Video taken from Action Air One Friday morning shows a built-up ring around the hole for people to safely work.

As of Wednesday of this week, workers finally started pumping in a concrete-like mixture to fill the hole.

“It’s like of live and let live,” said Joyce Hunter, who lives a couple miles from the plant and is one of the hundreds of neighbors living from water test to water test.

They are just praying the radioactive water that got sucked into the hole doesn’t reach their private wells.

So far that nasty water has not left Mosaic’s property according to the company and state officials.

“I don’t drink with the water, I don’t cook with the water, I use bottled water all together. I do shower in the water and I will probably start to glow one day,” Hunter said.
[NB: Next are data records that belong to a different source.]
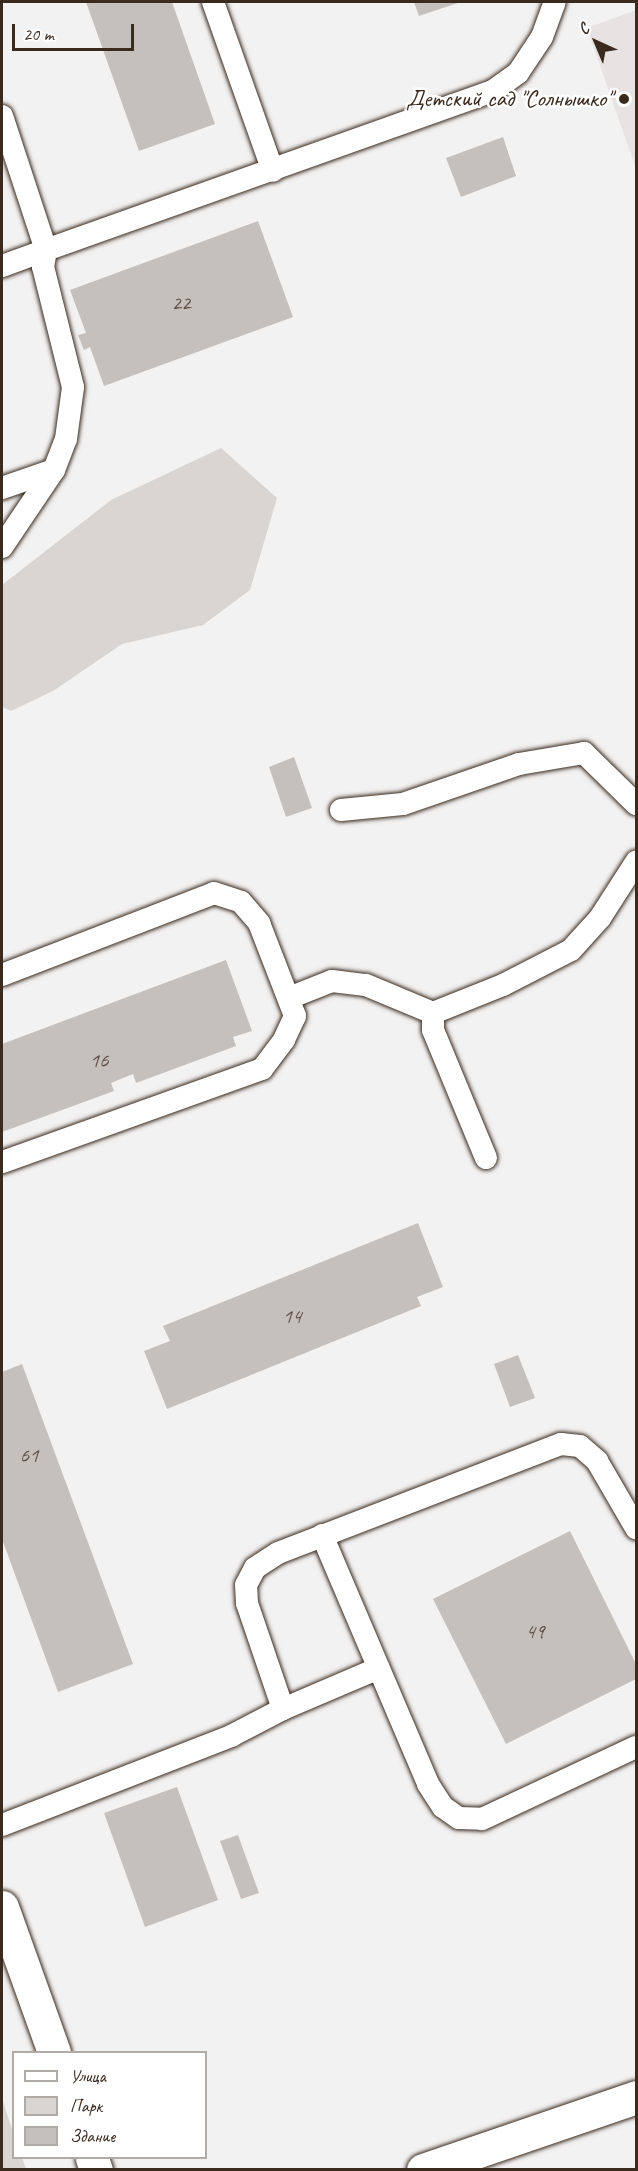 <!DOCTYPE html>
<html>
<head>
<meta charset="utf-8">
<style>
  body { margin:0 }
  #map { position:relative; width:638px; height:2171px; overflow:hidden; background:#f3f2f2; font-family:Caveat,sans-serif }
  div>[style] { position:absolute }
  [style*='--x'] { left:calc(var(--x)*1px); top:calc(var(--y)*1px); width:calc(var(--w)*1px); rotate:calc(var(--a)*1deg) }
  .built>* { inset:0; background:#e6e3e2 }
  .green>* { inset:0; background:#d8d5d2 }
  .building>* { inset:0; background:#c6c0bd }
  .roads { filter:drop-shadow(0 0 2px #3b2a1e) drop-shadow(0 0 2px #3b2a1e) }
  .lane>* { height:22px; margin:-11px; padding:0 11px; transform-origin:11px; border-radius:11px; background:#fff }
  .street>* { height:33px; margin:-16.5px; padding:0 16.5px; transform-origin:16.5px; border-radius:16.5px; background:#fff }
  .secondary>* { height:33px; margin:-16.5px; padding:0 16.5px; transform-origin:16.5px; border-radius:16.5px; background:#fff }
  .dots>* { width:16px; height:16px; translate:-50% -50%; box-sizing:border-box; border:3px solid #fff; border-radius:50% }
  span { translate:-50% -50%; white-space:nowrap; text-align:center; line-height:1.15; -webkit-text-stroke:5px #fff; paint-order:stroke }
  .number-label { font-size:21px; color:#5e5046 }
  .number-label span { -webkit-text-stroke-width:0 }
  .poi-label { font-size:24px; color:#3b2a1e }
  .right { translate:-100% -50%; text-align:right }
  .frame { position:absolute; inset:0; border:3px solid #3b2a1e; pointer-events:none }
  .legend { position:absolute; left:12px; top:2051px; width:195px; height:108px; box-sizing:border-box; background:#fff; border:2px solid #b1aaa5; margin:0; padding:8px 10px; list-style:none; font-size:18px; color:#3b2a1e }
  .legend li { display:flex; align-items:center; gap:12px; height:30px }
  .legend b { width:30px; border:2px solid #b1aaa5 }
  .north { position:absolute; left:566px; top:12px; width:60px; height:60px; -webkit-text-stroke:4px #fff; paint-order:stroke; rotate:316deg; font-size:16px; font-weight:700; line-height:24px; text-align:center; color:#3b2a1e }
  .north::after { content:''; display:block; margin:auto; width:21px; height:27px; background:#3b2a1e; clip-path:polygon(50% 0,100% 100%,50% 72%,0 100%) }
  .scale { position:absolute; left:12px; top:24px; width:122px; height:27px; box-sizing:border-box; border:3px solid #3b2a1e; border-top:0; padding-left:8px; font-size:18px; line-height:21px; white-space:nowrap; color:#3b2a1e; -webkit-text-stroke:4px #fff; paint-order:stroke }
</style>
</head>
<body>
<div id="map">
  <div class="built">
    <div style="clip-path:polygon(636px 10px,636px 169px,587px 28px)"></div>
  </div>
  <div class="green">
    <div style="clip-path:polygon(221px 448px,277px 498px,250px 590px,203px 625px,122px 644px,53px 691px,11px 711px,2px 707px,2px 585px,111px 500px)"></div>
    <div style="clip-path:polygon(2px 2098px,13px 2133px,14px 2158px,22px 2158px,26px 2169px,2px 2169px)"></div>
  </div>
  <div class="building">
    <div style="clip-path:polygon(86px 2px,172px 2px,215px 124px,139px 151px)"></div>
    <div style="clip-path:polygon(414px 2px,461px 2px,419px 16px)"></div>
    <div style="clip-path:polygon(503px 137px,516px 176px,461px 197px,446px 158px)"></div>
    <div style="clip-path:polygon(258px 221px,293px 317px,104px 386px,90px 347px,84px 350px,78px 335px,86px 333px,70px 290px)"></div>
    <div style="clip-path:polygon(294px 757px,312px 808px,286px 817px,269px 767px)"></div>
    <div style="clip-path:polygon(226px 960px,252px 1031px,233px 1037px,236px 1046px,136px 1083px,133px 1074px,111px 1083px,114px 1091px,2px 1132px,2px 1044px)"></div>
    <div style="clip-path:polygon(418px 1223px,443px 1287px,417px 1297px,421px 1306px,167px 1409px,144px 1351px,170px 1341px,163px 1326px)"></div>
    <div style="clip-path:polygon(518px 1355px,535px 1398px,510px 1407px,494px 1364px)"></div>
    <div style="clip-path:polygon(22px 1364px,133px 1664px,58px 1692px,2px 1539px,2px 1372px)"></div>
    <div style="clip-path:polygon(570px 1531px,636px 1664px,636px 1679px,506px 1744px,433px 1599px)"></div>
    <div style="clip-path:polygon(177px 1787px,218px 1900px,145px 1927px,104px 1813px)"></div>
    <div style="clip-path:polygon(238px 1835px,259px 1893px,241px 1899px,220px 1841px)"></div>
  </div>
  <div class="roads">
    <div class="lane">
      <div style="--x:213;--y:2;--w:179;--a:70.5"></div>
      <div style="--x:2;--y:116;--w:141;--a:71.8"></div>
      <div style="--x:46;--y:250;--w:47;--a:160"></div>
      <div style="--x:2;--y:488;--w:55;--a:-19.1"></div>
      <div style="--x:2;--y:547;--w:93;--a:-56"></div>
      <div style="--x:54;--y:470;--w:33;--a:-69"></div>
      <div style="--x:66;--y:439;--w:52;--a:-82.3"></div>
      <div style="--x:73;--y:387;--w:124;--a:-104"></div>
      <div style="--x:43;--y:267;--w:17;--a:-80"></div>
      <div style="--x:46;--y:250;--w:474;--a:-19.6"></div>
      <div style="--x:493;--y:91;--w:31;--a:-36"></div>
      <div style="--x:518;--y:73;--w:43;--a:-56.3"></div>
      <div style="--x:542;--y:37;--w:37;--a:-70"></div>
      <div style="--x:341;--y:810;--w:62;--a:-5.5"></div>
      <div style="--x:403;--y:804;--w:123;--a:-19"></div>
      <div style="--x:519;--y:764;--w:66;--a:-9.6"></div>
      <div style="--x:584;--y:753;--w:73;--a:44.4"></div>
      <div style="--x:2;--y:975;--w:227;--a:-21.1"></div>
      <div style="--x:214;--y:893;--w:28;--a:18"></div>
      <div style="--x:241;--y:902;--w:28;--a:49"></div>
      <div style="--x:259;--y:923;--w:100;--a:68.8"></div>
      <div style="--x:295;--y:1016;--w:26;--a:115"></div>
      <div style="--x:284;--y:1040;--w:36;--a:127"></div>
      <div style="--x:262;--y:1069;--w:276;--a:160.3"></div>
      <div style="--x:289;--y:998;--w:46;--a:-21.6"></div>
      <div style="--x:332;--y:981;--w:34;--a:7"></div>
      <div style="--x:366;--y:985;--w:73;--a:22.7"></div>
      <div style="--x:486;--y:1158;--w:139;--a:-112.5"></div>
      <div style="--x:433;--y:1030;--w:17;--a:-90"></div>
      <div style="--x:433;--y:1013;--w:75;--a:-21.8"></div>
      <div style="--x:503;--y:985;--w:76;--a:-27.2"></div>
      <div style="--x:571;--y:950;--w:43;--a:-47.8"></div>
      <div style="--x:600;--y:918;--w:67;--a:-57.3"></div>
      <div style="--x:322;--y:1535;--w:271;--a:66.9"></div>
      <div style="--x:428;--y:1784;--w:27;--a:57"></div>
      <div style="--x:443;--y:1807;--w:19;--a:35"></div>
      <div style="--x:459;--y:1818;--w:23;--a:2"></div>
      <div style="--x:482;--y:1819;--w:170;--a:-25.1"></div>
      <div style="--x:283;--y:1709;--w:112;--a:-108.8"></div>
      <div style="--x:247;--y:1603;--w:18;--a:-93"></div>
      <div style="--x:246;--y:1585;--w:19;--a:-62"></div>
      <div style="--x:255;--y:1568;--w:27;--a:-33"></div>
      <div style="--x:278;--y:1553;--w:303;--a:-21.1"></div>
      <div style="--x:561;--y:1444;--w:19;--a:6"></div>
      <div style="--x:580;--y:1446;--w:23;--a:41"></div>
      <div style="--x:597;--y:1461;--w:78;--a:59.8"></div>
      <div style="--x:2;--y:1825;--w:246;--a:-21.2"></div>
      <div style="--x:231;--y:1736;--w:59;--a:-27.4"></div>
      <div style="--x:283;--y:1709;--w:104;--a:-23.1"></div>
    </div>
    <div class="street">
      <div style="--x:2;--y:1907;--w:154;--a:70.3"></div>
      <div style="--x:92;--y:2158;--w:13;--a:72"></div>
    </div>
    <div class="secondary">
      <div style="--x:423;--y:2170;--w:225;--a:-18.9"></div>
    </div>
  </div>
  <div class="dots">
    <div style="left:624px;top:99px;background:#3b2a1e"></div>
  </div>
  <div class="number-label">
    <span style="left:181px;top:303px">22</span>
    <span style="left:99px;top:1060px">16</span>
    <span style="left:292px;top:1316px">14</span>
    <span style="left:29px;top:1455px">61</span>
    <span style="left:535px;top:1631px">49</span>
  </div>
  <div class="poi-label">
    <span class="right" style="left:612px;top:99px">Детский сад "Солнышко"</span>
  </div>
  <div class="frame"></div>
  <ul class="legend">
  <li><b style="height:8px;background:#fff"></b>Улица</li>
  <li><b style="height:16px;background:#d8d5d2"></b>Парк</li>
  <li><b style="height:16px;background:#c6c0bd"></b>Здание</li>
  </ul>
  <div class="north">С</div>
  <div class="scale">20 m</div>
</div>
</body>
</html> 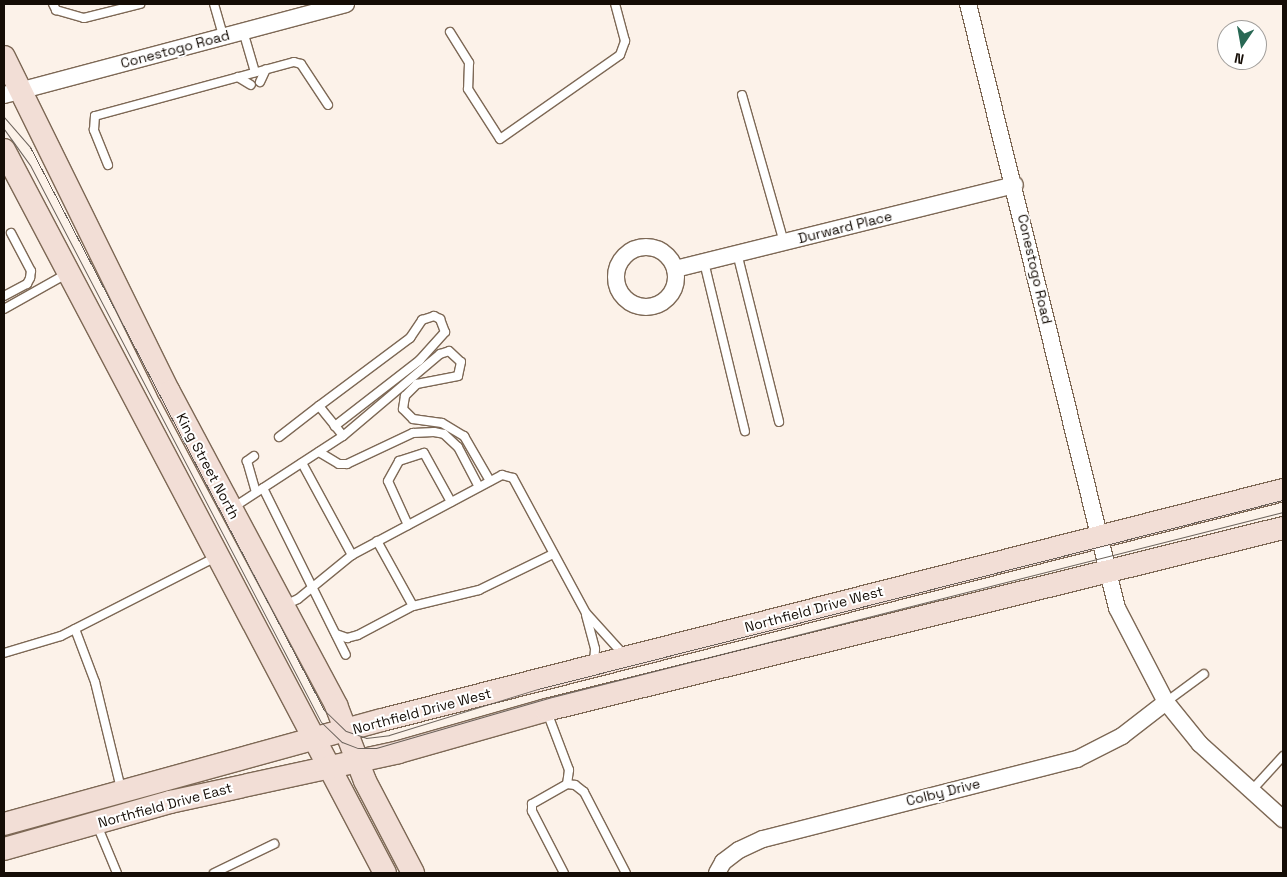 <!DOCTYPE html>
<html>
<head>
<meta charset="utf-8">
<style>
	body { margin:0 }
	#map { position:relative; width:1287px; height:877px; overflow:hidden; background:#fcf2e9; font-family:"Space Grotesk",sans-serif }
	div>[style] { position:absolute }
	.roads { filter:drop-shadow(1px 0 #7d6855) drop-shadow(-1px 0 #7d6855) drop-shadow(0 1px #7d6855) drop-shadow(0 -1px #7d6855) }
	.service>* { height:8px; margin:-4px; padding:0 4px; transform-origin:4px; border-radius:4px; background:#fff }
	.minor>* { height:16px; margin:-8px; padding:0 8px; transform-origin:8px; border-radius:8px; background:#fff }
	.minor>.ring { margin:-8px; padding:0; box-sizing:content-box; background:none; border:16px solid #fff; border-radius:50% }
	.secondary>* { height:22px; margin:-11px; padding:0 11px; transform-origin:11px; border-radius:11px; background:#f2ded6 }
	.tram>* { height:1px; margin:-0.5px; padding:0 0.5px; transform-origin:0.5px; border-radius:0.5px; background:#6b625b }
	span { translate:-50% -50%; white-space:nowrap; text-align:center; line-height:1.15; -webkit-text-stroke:4px #fff; paint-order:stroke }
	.street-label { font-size:14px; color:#150d06 }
	.frame { position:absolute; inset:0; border:5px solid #150d06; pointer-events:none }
	.north { position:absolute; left:1217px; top:20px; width:50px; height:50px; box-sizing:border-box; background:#fff; border:1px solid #a19e9b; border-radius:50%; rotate:192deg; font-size:14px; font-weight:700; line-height:20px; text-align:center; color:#150d06 }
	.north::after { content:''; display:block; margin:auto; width:18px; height:22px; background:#296854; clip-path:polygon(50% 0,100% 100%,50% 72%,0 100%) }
</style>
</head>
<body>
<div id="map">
	<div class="roads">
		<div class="service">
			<div style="left:53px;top:4px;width:7px;rotate:63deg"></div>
			<div style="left:56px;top:10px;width:29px;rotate:16deg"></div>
			<div style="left:84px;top:18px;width:58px;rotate:-14deg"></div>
			<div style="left:214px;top:4px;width:33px;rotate:74deg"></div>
			<div style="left:243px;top:31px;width:43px;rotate:73.7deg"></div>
			<div style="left:450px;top:32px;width:36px;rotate:58deg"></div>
			<div style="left:469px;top:63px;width:26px;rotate:92deg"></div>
			<div style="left:468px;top:89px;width:59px;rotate:57.4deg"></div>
			<div style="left:500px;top:139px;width:146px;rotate:-35deg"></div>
			<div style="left:620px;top:55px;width:15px;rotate:-70deg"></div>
			<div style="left:625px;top:41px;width:38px;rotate:-105deg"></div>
			<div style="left:238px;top:77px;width:15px;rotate:32deg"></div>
			<div style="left:260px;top:82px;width:14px;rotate:-65deg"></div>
			<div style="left:742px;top:95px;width:153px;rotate:74.1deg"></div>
			<div style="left:108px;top:165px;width:38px;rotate:-112deg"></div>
			<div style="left:94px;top:130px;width:14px;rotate:-86deg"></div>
			<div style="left:95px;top:116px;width:206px;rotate:-15.2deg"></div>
			<div style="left:294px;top:62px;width:7px;rotate:16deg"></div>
			<div style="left:301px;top:64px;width:49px;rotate:56.6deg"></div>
			<div style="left:737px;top:253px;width:174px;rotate:76deg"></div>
			<div style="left:704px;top:262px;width:174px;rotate:76.4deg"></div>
			<div style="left:4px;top:296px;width:26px;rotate:-28deg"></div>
			<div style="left:27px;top:284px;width:7px;rotate:-63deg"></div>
			<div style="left:30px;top:278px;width:7px;rotate:-82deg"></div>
			<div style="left:31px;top:271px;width:43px;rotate:-117.8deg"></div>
			<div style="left:4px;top:309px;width:73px;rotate:-29.4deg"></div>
			<div style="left:319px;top:406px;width:114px;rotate:-36.8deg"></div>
			<div style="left:410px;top:338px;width:22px;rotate:-56deg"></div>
			<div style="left:422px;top:320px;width:13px;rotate:-18deg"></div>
			<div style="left:434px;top:316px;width:7px;rotate:27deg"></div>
			<div style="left:440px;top:319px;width:14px;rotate:69deg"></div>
			<div style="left:445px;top:332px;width:38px;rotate:132deg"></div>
			<div style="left:420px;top:360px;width:108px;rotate:142.2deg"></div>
			<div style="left:279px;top:437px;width:51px;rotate:-37.8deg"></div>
			<div style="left:319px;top:406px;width:38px;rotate:51deg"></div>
			<div style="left:319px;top:452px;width:23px;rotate:31deg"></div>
			<div style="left:339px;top:464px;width:8px"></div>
			<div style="left:347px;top:464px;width:73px;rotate:-25.2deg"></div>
			<div style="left:413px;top:433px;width:21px;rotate:-3deg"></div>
			<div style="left:434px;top:432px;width:10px;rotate:11deg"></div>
			<div style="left:444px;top:434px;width:19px;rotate:43deg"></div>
			<div style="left:458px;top:447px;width:45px;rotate:62.3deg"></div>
			<div style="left:254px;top:456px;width:9px;rotate:144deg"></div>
			<div style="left:247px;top:461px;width:32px;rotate:74deg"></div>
			<div style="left:302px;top:463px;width:105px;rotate:61.5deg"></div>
			<div style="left:263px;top:488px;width:186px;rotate:63.6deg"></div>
			<div style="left:234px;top:507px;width:130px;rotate:-33.1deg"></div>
			<div style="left:343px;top:436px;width:127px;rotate:-40.2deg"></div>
			<div style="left:440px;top:354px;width:9px;rotate:-18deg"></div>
			<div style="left:449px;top:351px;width:16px;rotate:43deg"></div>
			<div style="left:461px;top:362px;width:14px;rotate:102deg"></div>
			<div style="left:458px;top:376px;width:42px;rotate:169deg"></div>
			<div style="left:417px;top:384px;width:17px;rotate:135deg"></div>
			<div style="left:405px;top:396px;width:13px;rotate:99deg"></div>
			<div style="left:403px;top:409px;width:14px;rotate:45deg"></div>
			<div style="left:413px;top:419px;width:29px;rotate:8deg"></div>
			<div style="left:442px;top:423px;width:26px;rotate:31deg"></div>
			<div style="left:464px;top:436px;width:52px;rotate:60deg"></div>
			<div style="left:408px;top:525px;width:48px;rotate:-114.4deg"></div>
			<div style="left:388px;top:481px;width:23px;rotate:-61deg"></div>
			<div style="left:399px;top:461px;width:26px;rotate:-18deg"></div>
			<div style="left:424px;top:453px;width:56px;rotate:61.1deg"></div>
			<div style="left:377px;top:541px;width:74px;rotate:61deg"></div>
			<div style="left:413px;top:606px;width:68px;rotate:-13.6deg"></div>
			<div style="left:479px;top:590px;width:82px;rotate:-25.9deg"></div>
			<div style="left:285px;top:605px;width:14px;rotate:-25deg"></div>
			<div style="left:298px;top:599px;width:70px;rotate:-39.2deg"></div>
			<div style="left:352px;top:555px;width:170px;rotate:-28.1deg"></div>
			<div style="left:502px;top:475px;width:11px;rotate:15deg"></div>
			<div style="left:513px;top:478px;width:153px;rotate:61.6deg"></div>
			<div style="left:586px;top:613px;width:57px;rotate:47.9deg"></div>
			<div style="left:586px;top:615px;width:35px;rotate:75deg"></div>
			<div style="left:595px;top:649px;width:13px;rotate:94deg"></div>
			<div style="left:75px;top:629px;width:57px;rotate:69.3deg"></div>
			<div style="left:95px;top:682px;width:110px;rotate:76.3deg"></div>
			<div style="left:336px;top:634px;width:12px;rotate:20deg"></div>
			<div style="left:347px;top:638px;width:11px;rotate:-15deg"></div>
			<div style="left:358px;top:635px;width:62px;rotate:-27.8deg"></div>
			<div style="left:4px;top:653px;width:59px;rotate:-16.6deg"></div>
			<div style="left:61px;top:636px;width:174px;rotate:-27deg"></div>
			<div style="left:1166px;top:702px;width:47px;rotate:-36.4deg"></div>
			<div style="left:547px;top:712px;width:62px;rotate:69.2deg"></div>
			<div style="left:569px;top:770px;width:14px;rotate:98deg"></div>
			<div style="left:1252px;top:790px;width:46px;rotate:-47.6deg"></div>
			<div style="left:97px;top:825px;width:52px;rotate:67.4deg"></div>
			<div style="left:214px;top:873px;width:67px;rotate:-25.8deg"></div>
			<div style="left:564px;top:873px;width:70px;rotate:-117.3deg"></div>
			<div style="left:532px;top:811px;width:7px;rotate:-90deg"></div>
			<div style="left:532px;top:804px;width:40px;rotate:-29.7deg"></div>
			<div style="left:567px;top:784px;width:8px;rotate:7deg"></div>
			<div style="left:575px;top:785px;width:11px;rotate:38deg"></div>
			<div style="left:584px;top:792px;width:91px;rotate:62.6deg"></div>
		</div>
		<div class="minor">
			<div style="left:968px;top:4px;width:622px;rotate:76.14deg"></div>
			<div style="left:1117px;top:608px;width:106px;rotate:62.5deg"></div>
			<div style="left:1166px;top:702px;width:54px;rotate:51deg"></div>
			<div style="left:1200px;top:744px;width:112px;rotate:42.1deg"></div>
			<div style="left:4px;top:95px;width:354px;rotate:-14.9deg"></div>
			<div class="ring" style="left:616px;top:247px;width:44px;height:44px"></div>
			<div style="left:675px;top:269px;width:350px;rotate:-13.9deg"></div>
			<div style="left:717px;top:873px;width:13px;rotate:-61deg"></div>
			<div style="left:723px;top:862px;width:20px;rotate:-37deg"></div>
			<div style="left:739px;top:850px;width:26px;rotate:-25deg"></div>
			<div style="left:763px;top:839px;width:324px;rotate:-14.3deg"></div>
			<div style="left:1077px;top:759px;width:51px;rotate:-27.1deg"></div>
			<div style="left:1122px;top:736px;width:56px;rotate:-37.7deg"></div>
		</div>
		<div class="secondary">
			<div style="left:4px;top:57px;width:373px;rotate:63.8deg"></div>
			<div style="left:169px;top:392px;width:355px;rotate:61.9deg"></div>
			<div style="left:336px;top:705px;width:81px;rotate:69.1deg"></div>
			<div style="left:365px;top:781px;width:104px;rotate:62.4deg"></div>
			<div style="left:4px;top:150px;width:817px;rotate:62.21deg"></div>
			<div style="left:4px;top:824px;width:392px;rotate:-15.4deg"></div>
			<div style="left:382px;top:720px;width:930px;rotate:-14.32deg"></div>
			<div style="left:4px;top:849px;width:173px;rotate:-15.8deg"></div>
			<div style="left:170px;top:802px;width:234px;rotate:-12.3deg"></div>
			<div style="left:399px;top:752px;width:153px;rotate:-15.9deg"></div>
			<div style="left:546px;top:710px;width:759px;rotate:-13.87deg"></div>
		</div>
	</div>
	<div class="tram">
		<div style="left:4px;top:117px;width:40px;rotate:49deg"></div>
		<div style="left:30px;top:147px;width:635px;rotate:62.43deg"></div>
		<div style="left:324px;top:710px;width:30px;rotate:44deg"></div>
		<div style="left:346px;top:731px;width:21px;rotate:19deg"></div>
		<div style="left:366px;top:738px;width:23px;rotate:-7deg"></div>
		<div style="left:389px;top:735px;width:156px;rotate:-17.2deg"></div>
		<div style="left:538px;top:689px;width:769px;rotate:-14.24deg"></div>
		<div style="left:4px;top:129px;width:44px;rotate:54.2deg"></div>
		<div style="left:30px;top:165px;width:628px;rotate:62.42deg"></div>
		<div style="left:321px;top:722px;width:29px;rotate:44deg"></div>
		<div style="left:342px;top:742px;width:17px;rotate:21deg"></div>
		<div style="left:358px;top:748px;width:18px"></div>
		<div style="left:376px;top:748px;width:183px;rotate:-16.2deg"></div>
		<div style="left:552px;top:697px;width:754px;rotate:-14.2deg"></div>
	</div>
	<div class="street-label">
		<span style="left:175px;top:49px;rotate:-15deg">Conestogo Road</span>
		<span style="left:845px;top:227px;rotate:-14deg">Durward Place</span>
		<span style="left:1035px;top:269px;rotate:77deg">Conestogo Road</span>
		<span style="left:208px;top:466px;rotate:62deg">King Street North</span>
		<span style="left:814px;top:609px;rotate:-15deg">Northfield Drive West</span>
		<span style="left:422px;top:711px;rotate:-15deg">Northfield Drive West</span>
		<span style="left:943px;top:792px;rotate:-14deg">Colby Drive</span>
		<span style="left:165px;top:805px;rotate:-15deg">Northfield Drive East</span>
	</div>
	<div class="frame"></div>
	<div class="north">N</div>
</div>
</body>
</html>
Her well test came back clean shortly after the disaster, but she’s waiting for the testing company to come back for round two.

The state ordered Mosaic to keep testing the wells every quarter this year and twice in 2018.

Meanwhile, the company has its hands full at ground zero.

Mosaic basically built a concrete plant near the hole so it can keep pumping roughly seven Olympic swimming pools worth of concrete into the hole.

That’s just for the initial, “stabilizing phase” according to a Mosaic spokesperson.

The company plans to finish this work by the start of the rainy season in Florida.